Megan Thee Stallion x AmazeVR
Grammy-award winning artist Megan Thee Stallion, joined forces with AmazeVR for a VR concert tour titled, Enter Thee Hottieverse. The “hottieverse” is a reference to her fan base, who she calls the “hot girls and boys.” She’s a self-proclaimed nerd known for setting trends and milestones within the music industry, so making the metaverse part of her tour is authentic to her personal brand.
The VR concert featured a half-hour of Megan performing, and was held in movie theaters across the country. The first leg of the tour quickly sold out after it was announced in early 2022. Several other musical artists have dabbled in the metaverse as well, including Ariana Grande and Travis Scott, who hosted concerts in Fortnite. Earlier this year, Fortnite allowed players to earn skins (digital clothing) of Silk Sonic.
Coke merged the metaverse and physical world with its limited edition flavor, Coca-Cola Zero Sugar Byte, inspired by the digital space and gaming. The soda can is pixel-laden, with designs forming the shape of the iconic Coca-Cola logo.
Zero Sugar Byte was available exclusively online in the US, but some international locations had retail launches. Pixel Point, another space on Fortnite, allows players to experience the drink in the metaverse through mini-games. Fans can also scan a Sugar Byte package to access an AR game.
This multi-dimensional drink is just one of the beverage brand’s many metaverse activations. For example, they also offered an NFT collectible last year.
Limitations and opportunities within the metaverse
These activations are great examples of brand marketing in the metaverse. But there is much more to consider before integrating it into your strategy.
There’s a reason why pioneering sci-fi novelists like Octavia Butler and Isaac Asimov warned us of the woes of futuristic technology. The metaverse comes with a heap of data, privacy and security concerns.
Any new tech innovation requires more security measures, but the metaverse will demand new methods for data privacy and protection. For example, personal verification could require more user data, increasing privacy risks. Some experts are concerned about the metaverse being used as the ultimate surveillance tool. And if something happens in the metaverse, what are the legal ramifications in the digital and physical worlds?
Along with interoperability and privacy concerns, there are also some hardware limitations. Many VR and AR glasses/headsets are bulky and still come with accessibility issues, such as motion sickness. If the hardware isn’t accessible, it will be difficult to guarantee everyone can participate, which defies the goal of decentralization.
However, with limitations comes opportunity.

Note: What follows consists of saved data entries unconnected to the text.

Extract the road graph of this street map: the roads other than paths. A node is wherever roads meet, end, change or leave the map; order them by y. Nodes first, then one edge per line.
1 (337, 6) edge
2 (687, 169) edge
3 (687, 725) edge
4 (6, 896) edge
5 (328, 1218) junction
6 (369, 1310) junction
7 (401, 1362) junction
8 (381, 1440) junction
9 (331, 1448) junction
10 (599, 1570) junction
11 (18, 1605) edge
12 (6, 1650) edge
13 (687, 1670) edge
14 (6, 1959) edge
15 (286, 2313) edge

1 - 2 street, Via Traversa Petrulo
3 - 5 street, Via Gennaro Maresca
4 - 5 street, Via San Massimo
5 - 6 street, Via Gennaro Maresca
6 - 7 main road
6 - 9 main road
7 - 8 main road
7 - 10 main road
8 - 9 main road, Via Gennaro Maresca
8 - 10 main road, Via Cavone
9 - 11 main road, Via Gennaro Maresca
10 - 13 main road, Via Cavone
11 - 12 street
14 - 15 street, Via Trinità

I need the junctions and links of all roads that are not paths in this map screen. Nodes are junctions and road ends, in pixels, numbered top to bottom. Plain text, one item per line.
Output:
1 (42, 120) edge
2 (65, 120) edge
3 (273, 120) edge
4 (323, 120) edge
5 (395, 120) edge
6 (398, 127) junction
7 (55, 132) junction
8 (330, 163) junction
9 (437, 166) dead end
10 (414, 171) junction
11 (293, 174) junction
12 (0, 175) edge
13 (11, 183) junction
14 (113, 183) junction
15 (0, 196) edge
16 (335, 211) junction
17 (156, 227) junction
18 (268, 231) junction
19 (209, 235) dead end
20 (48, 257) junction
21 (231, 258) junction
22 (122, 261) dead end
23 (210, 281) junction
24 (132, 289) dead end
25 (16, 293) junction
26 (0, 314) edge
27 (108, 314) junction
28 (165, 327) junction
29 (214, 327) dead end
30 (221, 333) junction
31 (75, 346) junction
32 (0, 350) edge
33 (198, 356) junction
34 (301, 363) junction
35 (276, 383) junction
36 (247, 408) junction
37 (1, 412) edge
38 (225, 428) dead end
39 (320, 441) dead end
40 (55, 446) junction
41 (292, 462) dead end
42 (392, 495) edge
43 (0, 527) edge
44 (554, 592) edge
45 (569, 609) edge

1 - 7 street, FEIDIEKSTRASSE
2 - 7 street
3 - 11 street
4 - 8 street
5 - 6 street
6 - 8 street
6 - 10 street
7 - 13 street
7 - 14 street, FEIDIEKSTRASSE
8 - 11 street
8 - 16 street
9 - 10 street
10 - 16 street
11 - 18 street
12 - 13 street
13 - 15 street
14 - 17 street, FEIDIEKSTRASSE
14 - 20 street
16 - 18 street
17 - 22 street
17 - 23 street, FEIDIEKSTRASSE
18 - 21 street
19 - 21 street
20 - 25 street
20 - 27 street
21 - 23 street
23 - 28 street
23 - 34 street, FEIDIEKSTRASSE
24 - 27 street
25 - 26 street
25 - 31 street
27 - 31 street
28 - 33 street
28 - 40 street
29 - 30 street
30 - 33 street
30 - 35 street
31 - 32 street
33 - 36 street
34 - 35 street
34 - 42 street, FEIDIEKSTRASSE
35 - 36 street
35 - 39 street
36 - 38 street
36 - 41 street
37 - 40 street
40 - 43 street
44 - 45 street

Video games and virtual worlds are easier to build and design, and XR wearables come in a range of price points (so they’re becoming more affordable). By 2024, there will be an estimated 1.7 billion augmented reality user devices globally.
In a study from the Pew Research Center and Elon University’s Imagining the Internet Center, 54% of experts said that the metaverse will be more refined, immersive and a well-functioning aspect of daily life for half a billion people or more globally by 2040.
The metaverse as a muse
In a way, the metaverse is an emulsion of culture, art, fashion, entertainment and technology. It’s still blossoming, but there’s an opportunity for brands to curate some impressive opportunities. Don’t be afraid to get creative and experiment. After all, the metaverse was birthed from imagination. Make the sci-fi pioneers proud.